• _WHAT THIS TASK INVOLVES_:
In the data below, locate each line with the word "Pepaya" and list it.

(Collected data entries)
══════════════════════════════

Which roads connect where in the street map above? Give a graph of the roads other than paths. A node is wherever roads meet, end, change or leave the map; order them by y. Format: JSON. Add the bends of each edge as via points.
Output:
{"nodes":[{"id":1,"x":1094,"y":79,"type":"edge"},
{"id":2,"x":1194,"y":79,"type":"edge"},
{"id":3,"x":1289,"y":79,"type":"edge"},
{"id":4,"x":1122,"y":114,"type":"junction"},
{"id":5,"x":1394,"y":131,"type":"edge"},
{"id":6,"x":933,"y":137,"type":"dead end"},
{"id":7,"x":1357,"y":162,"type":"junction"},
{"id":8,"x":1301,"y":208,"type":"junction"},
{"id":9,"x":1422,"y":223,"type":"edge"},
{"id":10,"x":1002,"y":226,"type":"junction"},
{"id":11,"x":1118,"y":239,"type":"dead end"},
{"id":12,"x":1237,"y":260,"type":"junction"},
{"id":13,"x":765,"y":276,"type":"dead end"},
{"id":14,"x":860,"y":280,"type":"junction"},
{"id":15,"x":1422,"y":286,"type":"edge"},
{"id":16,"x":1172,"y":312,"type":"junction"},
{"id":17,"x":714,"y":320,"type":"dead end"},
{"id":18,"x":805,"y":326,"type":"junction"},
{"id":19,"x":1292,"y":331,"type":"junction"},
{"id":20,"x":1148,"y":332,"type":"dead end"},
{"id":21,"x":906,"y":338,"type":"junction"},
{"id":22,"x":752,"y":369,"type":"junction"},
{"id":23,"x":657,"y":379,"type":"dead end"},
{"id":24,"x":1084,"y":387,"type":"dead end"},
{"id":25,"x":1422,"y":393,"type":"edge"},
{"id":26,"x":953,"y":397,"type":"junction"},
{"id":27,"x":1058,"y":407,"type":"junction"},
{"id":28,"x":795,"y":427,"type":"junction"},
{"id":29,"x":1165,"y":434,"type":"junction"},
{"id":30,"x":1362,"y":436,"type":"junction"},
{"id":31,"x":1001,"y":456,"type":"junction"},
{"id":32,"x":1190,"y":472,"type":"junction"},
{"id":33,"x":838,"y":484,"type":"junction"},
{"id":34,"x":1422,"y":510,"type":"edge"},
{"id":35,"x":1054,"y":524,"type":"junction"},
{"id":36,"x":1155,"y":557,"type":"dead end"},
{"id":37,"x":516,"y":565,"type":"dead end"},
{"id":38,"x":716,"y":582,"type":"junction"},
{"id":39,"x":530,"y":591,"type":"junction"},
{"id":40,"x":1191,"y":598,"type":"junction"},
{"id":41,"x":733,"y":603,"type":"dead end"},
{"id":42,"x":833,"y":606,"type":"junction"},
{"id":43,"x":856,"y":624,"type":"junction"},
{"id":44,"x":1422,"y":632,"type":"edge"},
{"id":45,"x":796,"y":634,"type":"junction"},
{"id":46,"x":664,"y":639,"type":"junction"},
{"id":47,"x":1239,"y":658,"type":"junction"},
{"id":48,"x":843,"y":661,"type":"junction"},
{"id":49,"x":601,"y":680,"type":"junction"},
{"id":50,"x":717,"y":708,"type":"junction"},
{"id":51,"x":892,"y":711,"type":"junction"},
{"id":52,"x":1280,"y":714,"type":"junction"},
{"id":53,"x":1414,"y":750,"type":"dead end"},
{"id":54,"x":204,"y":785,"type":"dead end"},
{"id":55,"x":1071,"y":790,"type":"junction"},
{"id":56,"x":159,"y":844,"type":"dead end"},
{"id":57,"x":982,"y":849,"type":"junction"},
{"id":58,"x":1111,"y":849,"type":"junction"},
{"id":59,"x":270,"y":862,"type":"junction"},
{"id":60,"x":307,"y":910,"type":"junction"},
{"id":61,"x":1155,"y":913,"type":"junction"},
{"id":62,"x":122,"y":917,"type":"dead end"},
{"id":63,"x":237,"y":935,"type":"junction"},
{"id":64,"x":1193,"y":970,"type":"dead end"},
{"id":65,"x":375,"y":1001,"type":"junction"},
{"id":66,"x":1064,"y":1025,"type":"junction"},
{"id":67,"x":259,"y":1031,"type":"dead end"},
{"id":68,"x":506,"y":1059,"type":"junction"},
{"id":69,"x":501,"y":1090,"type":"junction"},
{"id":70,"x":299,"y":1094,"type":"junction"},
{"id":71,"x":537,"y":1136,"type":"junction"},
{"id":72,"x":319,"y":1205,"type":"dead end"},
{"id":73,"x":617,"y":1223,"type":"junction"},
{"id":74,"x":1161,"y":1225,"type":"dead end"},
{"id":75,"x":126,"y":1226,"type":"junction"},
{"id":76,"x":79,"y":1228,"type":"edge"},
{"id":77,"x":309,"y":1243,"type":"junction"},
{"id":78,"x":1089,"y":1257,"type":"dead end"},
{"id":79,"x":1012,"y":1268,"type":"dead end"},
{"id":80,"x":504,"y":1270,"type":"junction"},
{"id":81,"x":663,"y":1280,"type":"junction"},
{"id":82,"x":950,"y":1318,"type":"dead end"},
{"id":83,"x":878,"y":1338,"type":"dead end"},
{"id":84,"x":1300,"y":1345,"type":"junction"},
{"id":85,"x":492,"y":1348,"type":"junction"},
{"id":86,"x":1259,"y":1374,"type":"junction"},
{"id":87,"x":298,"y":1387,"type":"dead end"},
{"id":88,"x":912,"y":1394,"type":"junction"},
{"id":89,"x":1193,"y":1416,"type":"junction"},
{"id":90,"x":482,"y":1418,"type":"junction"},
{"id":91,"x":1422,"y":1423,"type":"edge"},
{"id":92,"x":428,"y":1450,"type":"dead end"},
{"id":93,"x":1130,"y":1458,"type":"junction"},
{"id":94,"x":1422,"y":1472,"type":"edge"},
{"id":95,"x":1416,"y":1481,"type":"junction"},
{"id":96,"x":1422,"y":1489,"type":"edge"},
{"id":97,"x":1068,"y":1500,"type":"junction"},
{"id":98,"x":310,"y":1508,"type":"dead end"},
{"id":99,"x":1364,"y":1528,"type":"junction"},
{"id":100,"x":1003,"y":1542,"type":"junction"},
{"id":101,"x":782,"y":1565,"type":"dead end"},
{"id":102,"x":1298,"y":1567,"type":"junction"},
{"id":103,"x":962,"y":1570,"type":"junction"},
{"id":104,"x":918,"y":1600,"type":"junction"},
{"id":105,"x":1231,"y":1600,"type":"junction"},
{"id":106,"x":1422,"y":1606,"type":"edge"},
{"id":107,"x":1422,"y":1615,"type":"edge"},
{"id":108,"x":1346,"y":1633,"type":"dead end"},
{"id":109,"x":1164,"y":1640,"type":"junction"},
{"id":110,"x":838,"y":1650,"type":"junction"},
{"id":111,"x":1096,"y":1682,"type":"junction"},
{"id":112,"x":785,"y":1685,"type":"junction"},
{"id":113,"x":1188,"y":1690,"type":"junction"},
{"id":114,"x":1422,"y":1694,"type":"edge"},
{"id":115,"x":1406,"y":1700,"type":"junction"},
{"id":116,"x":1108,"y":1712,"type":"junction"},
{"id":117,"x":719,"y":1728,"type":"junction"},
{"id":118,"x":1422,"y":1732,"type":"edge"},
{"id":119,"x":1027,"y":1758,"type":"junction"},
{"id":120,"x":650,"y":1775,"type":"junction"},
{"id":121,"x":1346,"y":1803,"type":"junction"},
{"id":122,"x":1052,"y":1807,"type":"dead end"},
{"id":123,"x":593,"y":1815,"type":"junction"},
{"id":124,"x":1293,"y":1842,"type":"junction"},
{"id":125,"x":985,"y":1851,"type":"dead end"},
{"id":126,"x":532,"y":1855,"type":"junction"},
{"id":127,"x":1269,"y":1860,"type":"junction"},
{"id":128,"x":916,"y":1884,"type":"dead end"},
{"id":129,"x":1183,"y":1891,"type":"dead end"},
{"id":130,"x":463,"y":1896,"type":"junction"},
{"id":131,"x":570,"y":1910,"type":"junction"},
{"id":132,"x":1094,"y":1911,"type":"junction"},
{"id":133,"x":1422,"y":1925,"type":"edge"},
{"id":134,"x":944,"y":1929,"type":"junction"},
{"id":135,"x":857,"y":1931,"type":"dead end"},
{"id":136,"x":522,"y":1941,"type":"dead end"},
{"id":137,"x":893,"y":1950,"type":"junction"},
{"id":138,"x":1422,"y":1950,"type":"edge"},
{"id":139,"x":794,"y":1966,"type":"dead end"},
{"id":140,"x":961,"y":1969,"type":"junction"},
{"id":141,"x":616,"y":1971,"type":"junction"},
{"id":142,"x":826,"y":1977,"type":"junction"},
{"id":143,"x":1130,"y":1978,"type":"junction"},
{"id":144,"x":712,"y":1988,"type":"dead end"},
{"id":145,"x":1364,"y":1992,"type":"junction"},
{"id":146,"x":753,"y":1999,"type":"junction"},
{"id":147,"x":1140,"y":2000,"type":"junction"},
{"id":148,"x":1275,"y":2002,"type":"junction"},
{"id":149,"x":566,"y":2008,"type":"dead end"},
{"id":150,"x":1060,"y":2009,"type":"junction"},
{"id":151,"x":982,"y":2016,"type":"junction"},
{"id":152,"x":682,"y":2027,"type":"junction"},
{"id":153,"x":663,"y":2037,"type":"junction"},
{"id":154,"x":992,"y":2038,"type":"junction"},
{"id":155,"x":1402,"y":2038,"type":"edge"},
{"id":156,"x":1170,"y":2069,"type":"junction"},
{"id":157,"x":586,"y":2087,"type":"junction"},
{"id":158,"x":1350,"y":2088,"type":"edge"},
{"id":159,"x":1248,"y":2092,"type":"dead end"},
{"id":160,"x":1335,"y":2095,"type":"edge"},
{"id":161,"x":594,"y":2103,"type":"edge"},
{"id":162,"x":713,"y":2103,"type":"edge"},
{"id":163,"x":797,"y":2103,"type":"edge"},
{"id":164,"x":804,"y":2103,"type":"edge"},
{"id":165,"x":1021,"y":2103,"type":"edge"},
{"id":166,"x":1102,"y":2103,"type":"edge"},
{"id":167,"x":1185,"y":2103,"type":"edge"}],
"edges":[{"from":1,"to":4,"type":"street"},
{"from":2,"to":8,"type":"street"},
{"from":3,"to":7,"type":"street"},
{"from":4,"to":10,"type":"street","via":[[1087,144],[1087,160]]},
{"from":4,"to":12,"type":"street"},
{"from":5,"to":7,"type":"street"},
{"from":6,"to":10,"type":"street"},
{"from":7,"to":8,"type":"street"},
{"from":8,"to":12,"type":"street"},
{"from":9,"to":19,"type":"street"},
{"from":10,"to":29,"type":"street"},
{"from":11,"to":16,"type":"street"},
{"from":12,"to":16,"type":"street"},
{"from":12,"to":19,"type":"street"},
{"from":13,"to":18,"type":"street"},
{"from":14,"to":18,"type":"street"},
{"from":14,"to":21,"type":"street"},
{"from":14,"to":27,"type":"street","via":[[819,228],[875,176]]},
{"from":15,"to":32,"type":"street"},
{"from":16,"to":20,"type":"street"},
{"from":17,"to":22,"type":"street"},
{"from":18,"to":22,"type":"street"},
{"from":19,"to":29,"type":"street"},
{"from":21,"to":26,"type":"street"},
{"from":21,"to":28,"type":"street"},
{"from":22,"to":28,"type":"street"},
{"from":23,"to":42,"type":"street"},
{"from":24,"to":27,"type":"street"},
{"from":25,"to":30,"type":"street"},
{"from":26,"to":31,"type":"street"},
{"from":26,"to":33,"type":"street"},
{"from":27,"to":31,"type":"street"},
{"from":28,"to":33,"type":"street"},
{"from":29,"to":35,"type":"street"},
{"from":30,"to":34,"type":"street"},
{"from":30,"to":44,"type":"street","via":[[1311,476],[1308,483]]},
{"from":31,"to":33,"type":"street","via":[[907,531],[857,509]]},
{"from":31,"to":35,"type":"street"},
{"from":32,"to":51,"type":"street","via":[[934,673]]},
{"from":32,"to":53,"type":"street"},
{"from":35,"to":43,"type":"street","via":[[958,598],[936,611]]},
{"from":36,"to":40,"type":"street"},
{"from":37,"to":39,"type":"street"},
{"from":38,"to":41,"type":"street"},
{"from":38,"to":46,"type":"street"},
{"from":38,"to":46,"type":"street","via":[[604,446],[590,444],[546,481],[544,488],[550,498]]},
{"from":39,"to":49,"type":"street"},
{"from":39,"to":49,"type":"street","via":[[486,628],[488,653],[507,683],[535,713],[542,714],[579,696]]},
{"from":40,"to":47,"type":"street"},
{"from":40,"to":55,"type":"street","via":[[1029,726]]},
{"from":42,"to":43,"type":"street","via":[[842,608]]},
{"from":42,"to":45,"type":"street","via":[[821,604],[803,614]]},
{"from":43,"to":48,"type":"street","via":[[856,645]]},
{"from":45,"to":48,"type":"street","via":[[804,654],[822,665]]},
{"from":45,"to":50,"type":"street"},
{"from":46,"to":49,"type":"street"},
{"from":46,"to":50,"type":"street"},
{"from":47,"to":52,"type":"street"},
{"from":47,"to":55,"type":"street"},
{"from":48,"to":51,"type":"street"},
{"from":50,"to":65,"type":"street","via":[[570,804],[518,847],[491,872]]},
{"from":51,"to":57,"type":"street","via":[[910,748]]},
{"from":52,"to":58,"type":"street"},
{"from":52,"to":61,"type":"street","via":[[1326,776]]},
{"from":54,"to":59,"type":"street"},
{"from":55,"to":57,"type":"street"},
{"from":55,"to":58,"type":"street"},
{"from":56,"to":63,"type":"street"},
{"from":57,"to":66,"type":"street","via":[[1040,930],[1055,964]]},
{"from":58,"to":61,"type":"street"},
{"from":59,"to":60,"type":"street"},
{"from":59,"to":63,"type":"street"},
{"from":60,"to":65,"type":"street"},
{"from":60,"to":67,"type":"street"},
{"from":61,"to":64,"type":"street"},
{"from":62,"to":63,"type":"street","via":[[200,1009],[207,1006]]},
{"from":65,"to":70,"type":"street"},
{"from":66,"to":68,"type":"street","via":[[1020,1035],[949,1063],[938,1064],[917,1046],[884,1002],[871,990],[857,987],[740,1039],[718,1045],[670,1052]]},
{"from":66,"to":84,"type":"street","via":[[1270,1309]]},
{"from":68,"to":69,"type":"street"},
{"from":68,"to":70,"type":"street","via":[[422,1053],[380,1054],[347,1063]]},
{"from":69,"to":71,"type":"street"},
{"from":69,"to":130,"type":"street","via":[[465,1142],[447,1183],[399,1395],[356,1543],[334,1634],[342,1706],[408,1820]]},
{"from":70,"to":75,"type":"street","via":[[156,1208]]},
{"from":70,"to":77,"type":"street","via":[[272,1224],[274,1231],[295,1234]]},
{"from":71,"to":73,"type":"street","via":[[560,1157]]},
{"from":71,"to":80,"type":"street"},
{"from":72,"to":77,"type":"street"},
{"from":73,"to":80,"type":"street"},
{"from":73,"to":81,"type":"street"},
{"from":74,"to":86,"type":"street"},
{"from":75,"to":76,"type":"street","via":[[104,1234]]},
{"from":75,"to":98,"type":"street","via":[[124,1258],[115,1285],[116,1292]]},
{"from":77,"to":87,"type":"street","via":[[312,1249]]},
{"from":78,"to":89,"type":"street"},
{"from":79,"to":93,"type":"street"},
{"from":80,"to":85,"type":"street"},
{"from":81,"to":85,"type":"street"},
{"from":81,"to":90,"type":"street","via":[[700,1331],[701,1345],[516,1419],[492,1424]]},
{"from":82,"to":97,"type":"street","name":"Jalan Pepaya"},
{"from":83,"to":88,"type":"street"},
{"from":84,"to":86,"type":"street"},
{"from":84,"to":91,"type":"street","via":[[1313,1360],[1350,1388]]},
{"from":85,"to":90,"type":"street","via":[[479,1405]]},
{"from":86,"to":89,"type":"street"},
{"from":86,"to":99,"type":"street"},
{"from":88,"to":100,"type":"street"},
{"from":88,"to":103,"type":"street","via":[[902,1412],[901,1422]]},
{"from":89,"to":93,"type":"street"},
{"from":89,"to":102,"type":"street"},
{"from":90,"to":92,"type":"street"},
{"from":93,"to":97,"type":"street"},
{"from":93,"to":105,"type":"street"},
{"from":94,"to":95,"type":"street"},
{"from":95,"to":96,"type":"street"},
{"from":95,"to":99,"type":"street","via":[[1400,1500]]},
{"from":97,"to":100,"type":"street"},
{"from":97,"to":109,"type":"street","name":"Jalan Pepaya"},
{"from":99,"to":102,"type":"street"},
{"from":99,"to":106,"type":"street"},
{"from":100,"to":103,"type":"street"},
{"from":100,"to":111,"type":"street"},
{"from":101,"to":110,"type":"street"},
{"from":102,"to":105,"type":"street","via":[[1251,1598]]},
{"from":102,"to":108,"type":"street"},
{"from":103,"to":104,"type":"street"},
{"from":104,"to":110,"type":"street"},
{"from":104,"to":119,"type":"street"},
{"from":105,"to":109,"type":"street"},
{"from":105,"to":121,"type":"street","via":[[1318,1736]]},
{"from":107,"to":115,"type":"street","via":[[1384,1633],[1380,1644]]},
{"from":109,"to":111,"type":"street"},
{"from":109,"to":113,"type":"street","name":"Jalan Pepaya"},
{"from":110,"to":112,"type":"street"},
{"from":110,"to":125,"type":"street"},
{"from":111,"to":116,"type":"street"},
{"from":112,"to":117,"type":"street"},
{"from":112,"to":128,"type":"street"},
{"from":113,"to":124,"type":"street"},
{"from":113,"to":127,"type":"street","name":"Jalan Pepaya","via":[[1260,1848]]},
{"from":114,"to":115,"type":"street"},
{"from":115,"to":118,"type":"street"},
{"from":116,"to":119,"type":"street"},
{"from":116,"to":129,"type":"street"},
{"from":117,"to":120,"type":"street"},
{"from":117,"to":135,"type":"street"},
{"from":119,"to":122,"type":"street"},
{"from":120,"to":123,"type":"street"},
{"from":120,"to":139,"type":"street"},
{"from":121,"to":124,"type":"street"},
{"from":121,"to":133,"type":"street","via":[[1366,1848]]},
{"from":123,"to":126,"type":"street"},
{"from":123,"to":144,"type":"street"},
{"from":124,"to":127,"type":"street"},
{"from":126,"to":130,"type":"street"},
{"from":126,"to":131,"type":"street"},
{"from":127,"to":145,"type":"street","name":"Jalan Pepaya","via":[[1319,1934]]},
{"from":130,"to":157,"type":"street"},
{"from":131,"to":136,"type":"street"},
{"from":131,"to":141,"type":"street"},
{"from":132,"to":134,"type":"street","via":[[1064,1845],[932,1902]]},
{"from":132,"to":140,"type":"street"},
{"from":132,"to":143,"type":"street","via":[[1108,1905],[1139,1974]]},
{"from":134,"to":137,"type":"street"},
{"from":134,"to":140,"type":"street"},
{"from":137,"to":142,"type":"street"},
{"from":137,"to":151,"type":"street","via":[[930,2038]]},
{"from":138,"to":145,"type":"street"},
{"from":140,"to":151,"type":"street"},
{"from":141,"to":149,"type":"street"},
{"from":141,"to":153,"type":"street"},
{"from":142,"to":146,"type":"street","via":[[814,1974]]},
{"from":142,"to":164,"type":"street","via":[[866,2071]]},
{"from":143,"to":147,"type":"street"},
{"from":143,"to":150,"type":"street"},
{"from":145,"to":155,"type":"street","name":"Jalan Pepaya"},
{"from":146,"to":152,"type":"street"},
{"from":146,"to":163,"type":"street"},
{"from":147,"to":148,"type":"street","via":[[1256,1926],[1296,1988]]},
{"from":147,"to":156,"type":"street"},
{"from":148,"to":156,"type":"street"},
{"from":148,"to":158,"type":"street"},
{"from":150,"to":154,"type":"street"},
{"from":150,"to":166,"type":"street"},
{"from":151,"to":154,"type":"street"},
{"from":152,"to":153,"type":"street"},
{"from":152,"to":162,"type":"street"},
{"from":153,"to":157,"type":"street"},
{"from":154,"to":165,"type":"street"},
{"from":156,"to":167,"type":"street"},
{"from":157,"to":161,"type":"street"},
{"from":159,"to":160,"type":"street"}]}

══════════════════════════════

• _SOLUTION FOR THIS PROBLEM_:
{"from":82,"to":97,"type":"street","name":"Jalan Pepaya"},
{"from":97,"to":109,"type":"street","name":"Jalan Pepaya"},
{"from":109,"to":113,"type":"street","name":"Jalan Pepaya"},
{"from":113,"to":127,"type":"street","name":"Jalan Pepaya","via":[[1260,1848]]},
{"from":127,"to":145,"type":"street","name":"Jalan Pepaya","via":[[1319,1934]]},
{"from":145,"to":155,"type":"street","name":"Jalan Pepaya"},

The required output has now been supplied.